CATHY LEE PHILLIPS
The world is a sad place when you are 5 years old, have no money, and your mother’s birthday is two days away.
He would make her a birthday card, of course, but he wanted to do more. His mother was sad and slept a lot. “I’m just weary of winter,” she said. He sensed something was terribly wrong, but didn’t know what to say or do.
His older sister noticed his sad face. Though 12 years apart, they were very close. They would grow closer as their mother’s cancer advanced and the boy would ask questions with hard answers. Sooner or later, he would understand that his mother would not get better.
Their father had left months before. With their mother unable to work, they struggled to buy necessities, and a birthday present wasn’t considered a necessity. The sister failed to cheer her brother. In fact, she was more disheartened than ever.
“Let’s go for a walk,” she suggested and they grabbed their coats.
Holding hands, they crossed the driveway, trudged the uneven ground of last summer’s vegetable garden and turned onto an old pulpwood road. They passed to a small creek where chilly water drifted over flat, moss-covered rocks, and turned down a narrow pathway they had never before explored. The trail curved sharply then opened into a large meadow.
They stopped suddenly, shocked and amazed at the view before them. Jonquils! Hundreds – no, thousands – of them! They waltzed in the wind, bright and yellow, painting a dazzling picture against the dark winter sky. The sweet scent of spring permeated the meadow.
The sister immediately grabbed a jonquil and held it to her face. Closing her eyes, she breathed deeply, celebrating the unexpected moment of spring amid that cold winter day.
“Mama loves jonquils!”
The 5-year-old broke the silence and smiled for the first time in days. He picked flowers until they fell from his hands and dropped to the ground. He ran to get his wagon while his sister continued to gather flowers and marvel at the view. He returned quickly but his wagon could barely hold the abundance of blossoms.
At home, they found fruit jars, 16 in all, in the musty cellar under the house. The jars were scratched and dirty but literally sparkled when they were scrubbed and filled with yellow daffodils, their sweet scent permeating the tiny house.
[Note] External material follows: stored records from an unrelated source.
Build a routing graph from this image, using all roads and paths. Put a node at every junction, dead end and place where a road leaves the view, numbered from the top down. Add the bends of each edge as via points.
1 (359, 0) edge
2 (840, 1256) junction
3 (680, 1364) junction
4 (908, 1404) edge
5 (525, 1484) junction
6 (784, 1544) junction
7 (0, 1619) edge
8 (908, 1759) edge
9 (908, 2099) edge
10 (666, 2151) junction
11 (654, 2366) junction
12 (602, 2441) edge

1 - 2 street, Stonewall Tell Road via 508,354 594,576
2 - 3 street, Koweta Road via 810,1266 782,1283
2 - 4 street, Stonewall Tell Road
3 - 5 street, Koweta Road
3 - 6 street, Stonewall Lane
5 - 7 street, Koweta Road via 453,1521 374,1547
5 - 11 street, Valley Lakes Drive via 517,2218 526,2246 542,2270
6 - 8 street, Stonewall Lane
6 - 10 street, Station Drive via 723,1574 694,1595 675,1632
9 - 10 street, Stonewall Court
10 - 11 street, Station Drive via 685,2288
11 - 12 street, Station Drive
“I know her birthday is not for two more days, but can I take them to her now?”
He was smiling again! His sister agreed that right then would be a perfectly fine time for their mother to receive 16 jars of flowers. They loaded his wagon and pulled it into their mother’s bedroom.
“Happy Birthday, Mama,” the little boy practically shouted. She awoke, saw the flowers, and laughed out loud.
“I love jonquils,” his mother replied. “They bloom in the winter and teach us that life goes on forever,” she said softly, glancing at her daughter.
The little boy placed the flowers all around the room, then climbed into his mother’s arms and fell asleep.
Thus, the tradition was born, one that continued even after the cancer took her life. The boy never forgot his mother’s birthday and each February walked to the far pasture, picked a huge bouquet of the familiar yellow blossoms, placed them inside a fruit jar and left them beside her grave.
When he was 22, the boy graduated from college and accepted a fine job that provided him with the money he longed for as a child. As the end of winter approached that year, he returned to the meadow where the daffodils bloomed and the air smelled sweet. Everything was the same, except for the exquisite crystal vase tucked in the trunk of his new car.
His mother had been happy with the simple fruit jars that held her flowers, but now the boy had money for something more. Leaving his office early, he bought an exquisite crystal vase to hold his mother’s birthday flowers. He walked to the meadow and selected only the tallest and most magnificent flowers before driving to the little church where his mother was buried. He carefully removed the beautiful vase and filled it with water and the majestic winter flowers. After placing it squarely beside his mother’s grave, he sat quietly for a while, said a silent goodbye and walked toward his car.
Climbing in, he snapped the seatbelt, reached for the key … but couldn’t leave. Something was wrong. He stared at the gravesite for a while before he understood. Smiling, he opened the trunk and removed an old fruit jar – smudged and scratched – yet far more valuable than crystal.
He walked back to his mother’s grave, carefully emptied the crystal and set the jonquils in the old fruit jar.
Ah, yes . . . .
Placing the flowers at the edge of her grave, he finally understood the lesson he had been learning since he was a 5-year-old boy. He and his sister gathered countless jonquils for their mother’s birthday each winter, and she had loved every flower. But she never once asked for a crystal vase. She didn’t need to. She well knew that it wasn’t the package that made a gift special – it was the love with which it was given.
As long as she lived in his heart and memory, the boy vowed that his mother would receive her jonquils – the yellow flowers that bloomed in the winter and spoke of life eternal.
And they would be wrapped each year, not in a crystal vase, but in a simple fruit jar filled with a child’s greatest love.